Who’s Misreading Tehran?
Flynt and Hillary Mann Leverett take issue with FP's "Misreading Tehran" package.
Foreign Policy's "Misreading Tehran" package (July/August 2010) is, for the most part, a disappointing example of the phenomenon it purports to explain -- inaccurate interpretations of Iranian politics surrounding the Islamic Republic's 2009 presidential election.
Foreign Policy‘s "Misreading Tehran" package (July/August 2010) is, for the most part, a disappointing example of the phenomenon it purports to explain — inaccurate interpretations of Iranian politics surrounding the Islamic Republic’s 2009 presidential election.
It is certainly true that much of the American media — including some of the writers featured in the series — got the story of Iranian politics over the last year spectacularly wrong. But the problem wasn’t reporting constraints, as the articles suggest. The real culprit was — and, unfortunately, still is — willfully bad journalism and analysis, motivated in at least some cases by writers’ personal political agendas.
In fact, it was possible to get the story right, and some did. (At the risk of seeming immodest, we count ourselves among them.) But to have done so, writers would have needed to care more about reality and analytic truth than their personally preferred political outcomes or having a "sexier" story to sell.
From literally the morning after the election, the vast majority of Western journalists and U.S.-based Iran "experts" rushed to the conclusion that the outcome had to have been the result of fraud. Poor coverage of the election paved the way for the even worse coverage of the "Green Movement" that followed. These journalists and commentators largely succeeded in turning the notion of a fraudulent election in Iran into a "social fact" in the United States — just as other commentators helped turn myths about Saddam Hussein’s weapons of mass destruction into "social facts" before the 2003 invasion of Iraq.
It is still possible to stop such a tragic repetition of history — but only if people are prepared to abandon self-gratifying and self-serving illusions about Iran and look reality squarely in the face.
Flynt Leverett
Director, Iran Initiative
The New America Foundation
Hillary Mann Leverett
CEO, Stratega
Washington, D.C.
Reza Aslan replies:
Flynt and Hillary Mann Leverett’s suggestion to abandon self-serving illusions and face reality on Iran is good advice. They should follow it.

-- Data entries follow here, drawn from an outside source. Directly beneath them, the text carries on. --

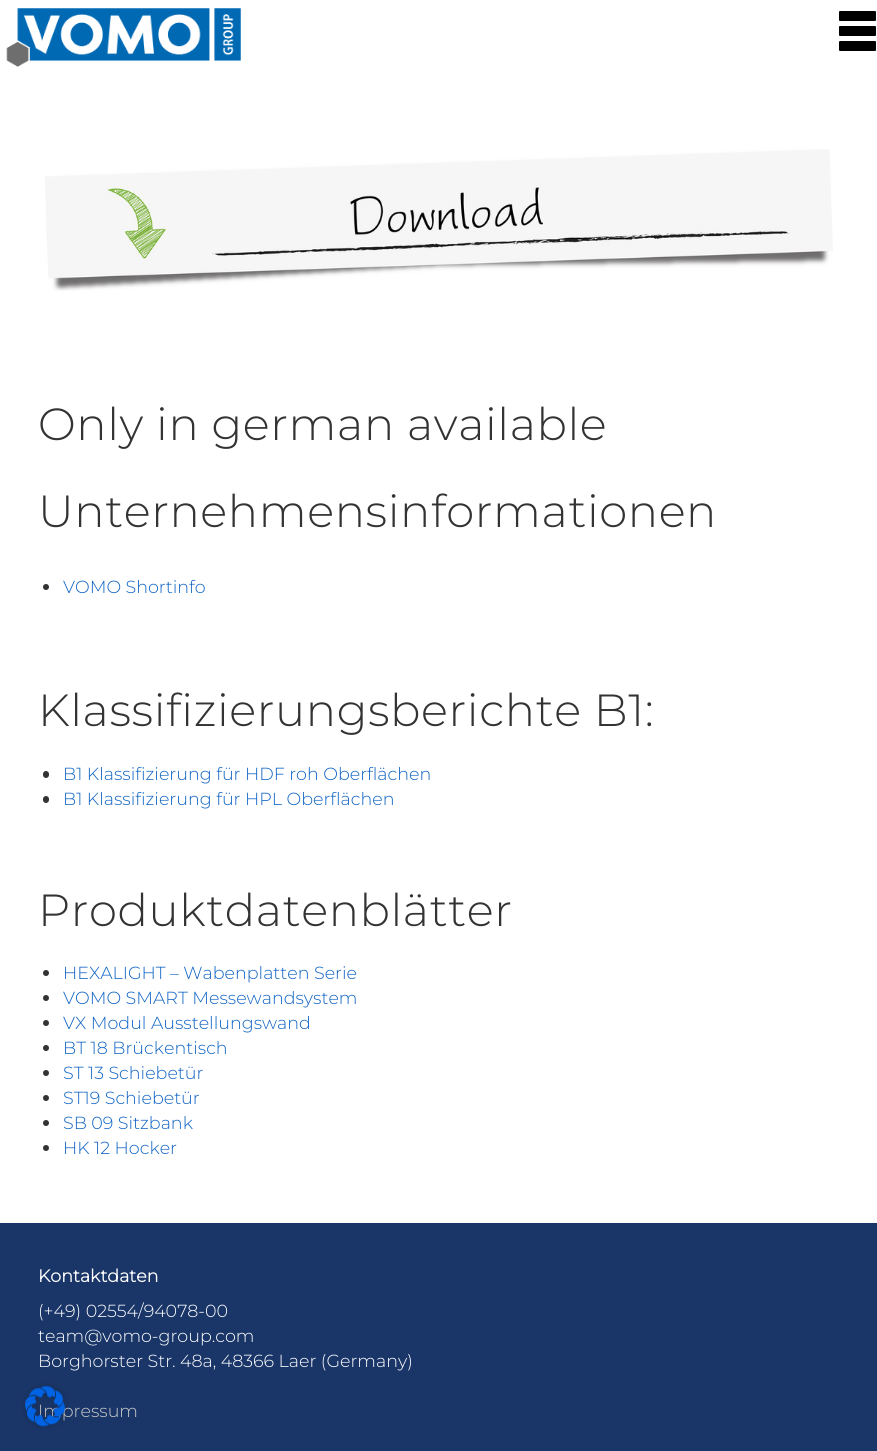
import math
import cairo

surface = cairo.ImageSurface(cairo.Format.RGB24, 877, 1451)
ctx = cairo.Context(surface)
options = cairo.FontOptions()
options.set_hint_metrics(cairo.HintMetrics.OFF)
options.set_hint_style(cairo.HintStyle.NONE)
ctx.set_font_options(options)
ctx.set_miter_limit(4)


def ink(r, g, b):
    ctx.set_source_rgb(r / 255, g / 255, b / 255)


def write(x, y, s, family, size, color, bold=False, italic=False):
    ctx.select_font_face(family, cairo.FontSlant.ITALIC if italic else cairo.FontSlant.NORMAL, cairo.FontWeight.BOLD if bold else cairo.FontWeight.NORMAL)
    ctx.set_font_size(size)
    ink(*color)
    ctx.move_to(x, y)
    ctx.show_text(s)


def write_spaced(x, y, s, letter, word):
    ctx.move_to(x, y)
    for ch in s:
        ctx.show_text(ch)
        ctx.rel_move_to(letter + word * (ch == ' '), 0)


def block(x, y, w, h, *color):
    ink(*color)
    ctx.rectangle(x, y, w, h)
    ctx.fill()


def round_path(x, y, w, h, r):
    ctx.new_sub_path()
    for i, (u, v) in enumerate([(x + w - r, y + h - r), (x + r, y + h - r), (x + r, y + r), (x + w - r, y + r)]):
        ctx.arc(u, v, r, i * math.pi / 2, (i + 1) * math.pi / 2)
    ctx.close_path()


def paste(path, x, y, w, h):
    ctx.save()
    ctx.set_source_surface(cairo.ImageSurface.create_from_png(path), x, y)
    ctx.rectangle(x, y, w, h)
    ctx.fill()
    ctx.restore()


s1 = dict(family="Montserrat Light", size=17.5, color=(16, 100, 196))
s2 = dict(family="Montserrat", size=17.5, color=(255, 255, 255), bold=True)
s3 = dict(family="Montserrat Light", size=17.5, color=(255, 255, 255))
s4 = dict(family="Montserrat Light", size=17.5, color=(204, 204, 204))

ink(255, 255, 255)
ctx.paint()
paste("pic1.png", 6, 8, 235, 59)
ink(0, 0, 0)
round_path(839, 11, 37, 10, 1)
ctx.fill()
round_path(839, 26, 37, 10, 1)
ctx.fill()
round_path(839, 41, 37, 10, 1)
ctx.fill()
paste("pic2.png", 45, 149, 788, 142)
ctx.select_font_face("Montserrat Light")
ctx.set_font_size(45)
ink(51, 51, 51)
write_spaced(38, 440, "Only in german available", 0.6, 0)
write_spaced(38, 527, "Unternehmensinformationen", 0.6, 0)
ctx.new_path()
ctx.arc(46, 587, 3, 0, 2 * math.pi)
ctx.fill()
write(63, 593, "VOMO Shortinfo", **s1)
ctx.set_font_size(45)
ink(51, 51, 51)
write_spaced(38, 726, "Klassifizierungsberichte B1:", 0.6, 0)
round_path(43, 771, 6, 7, 3)
ctx.fill()
write(63, 780, "B1 Klassifizierung für HDF roh Oberflächen", **s1)
ink(51, 51, 51)
round_path(43, 796, 6, 7, 3)
ctx.fill()
write(63, 805, "B1 Klassifizierung für HPL Oberflächen", **s1)
ctx.set_font_size(45)
ink(51, 51, 51)
write_spaced(38, 926, "Produktdatenblätter", 0.6, 0)
ctx.new_path()
ctx.arc(46, 973, 3, 0, 2 * math.pi)
ctx.fill()
write(63, 979, "HEXALIGHT – Wabenplatten Serie", **s1)
ink(51, 51, 51)
ctx.new_path()
ctx.arc(46, 998, 3, 0, 2 * math.pi)
ctx.fill()
write(63, 1004, "VOMO SMART Messewandsystem", **s1)
ink(51, 51, 51)
ctx.new_path()
ctx.arc(46, 1023, 3, 0, 2 * math.pi)
ctx.fill()
write(63, 1029, "VX Modul Ausstellungswand", **s1)
ink(51, 51, 51)
ctx.new_path()
ctx.arc(46, 1048, 3, 0, 2 * math.pi)
ctx.fill()
write(63, 1054, "BT 18 Brückentisch", **s1)
ink(51, 51, 51)
ctx.new_path()
ctx.arc(46, 1073, 3, 0, 2 * math.pi)
ctx.fill()
write(63, 1079, "ST 13 Schiebetür", **s1)
ink(51, 51, 51)
ctx.new_path()
ctx.arc(46, 1098, 3, 0, 2 * math.pi)
ctx.fill()
write(63, 1104, "ST19 Schiebetür", **s1)
ink(51, 51, 51)
ctx.new_path()
ctx.arc(46, 1123, 3, 0, 2 * math.pi)
ctx.fill()
write(63, 1129, "SB 09 Sitzbank", **s1)
ink(51, 51, 51)
ctx.new_path()
ctx.arc(46, 1148, 3, 0, 2 * math.pi)
ctx.fill()
write(63, 1154, "HK 12 Hocker", **s1)
block(0, 1223, 877, 228, 26, 54, 104)
write(38, 1282, "Kontaktdaten", **s2)
write(38, 1317, "(+49) 02554/94078-00", **s3)
write(38, 1342, "team@vomo-group.com", **s3)
write(38, 1367, "Borghorster Str. 48a, 48366 Laer (Germany)", **s3)
write(38, 1417, "Impressum", **s4)
paste("pic3.png", 22, 1383, 48, 46)
surface.write_to_png("screenshot.png")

I included the Leveretts in my analysis of "What We Got Wrong" on Iran because their easy dismissal of the Green Movement was just as inaccurate as the view of those in the media who thought the Iranian regime was about to collapse. However, the difference between them and the rest of the analysts highlighted in my essay is that the Leveretts, despite their claims to the contrary, continue to get it wrong.
For years, the Leveretts have been pushing the United States to engage Iran, arguing correctly that the only way to deal with Iran’s regional ambitions is through dialogue and diplomacy. But in pursuing that goal, they have fostered an inaccurate portrait of the current state of affairs in Iran, which, thanks in large part to the actions of the Green Movement, has rarely been less stable than it is today.
The Iranian economy is teetering on the verge of collapse. The country has never been more internationally isolated, with both Russia and China hardening their positions vis-à-vis its nuclear program. The political rise of the Revolutionary Guard has created new alliances between reformists like Mohammad Khatami, centrists like Akbar Hashemi Rafsanjani, and conservatives like Ali Larijani, which will prove detrimental to President Mahmoud Ahmadinejad when it comes time to select a new supreme leader.
To say that all this is irrelevant and should be ignored so as to plod ahead with negotiations — indeed, to talk about Iran as though it has been unaltered by the events of the last year — is, to paraphrase the Leveretts, willfully bad analysis, motivated by a personal political agenda.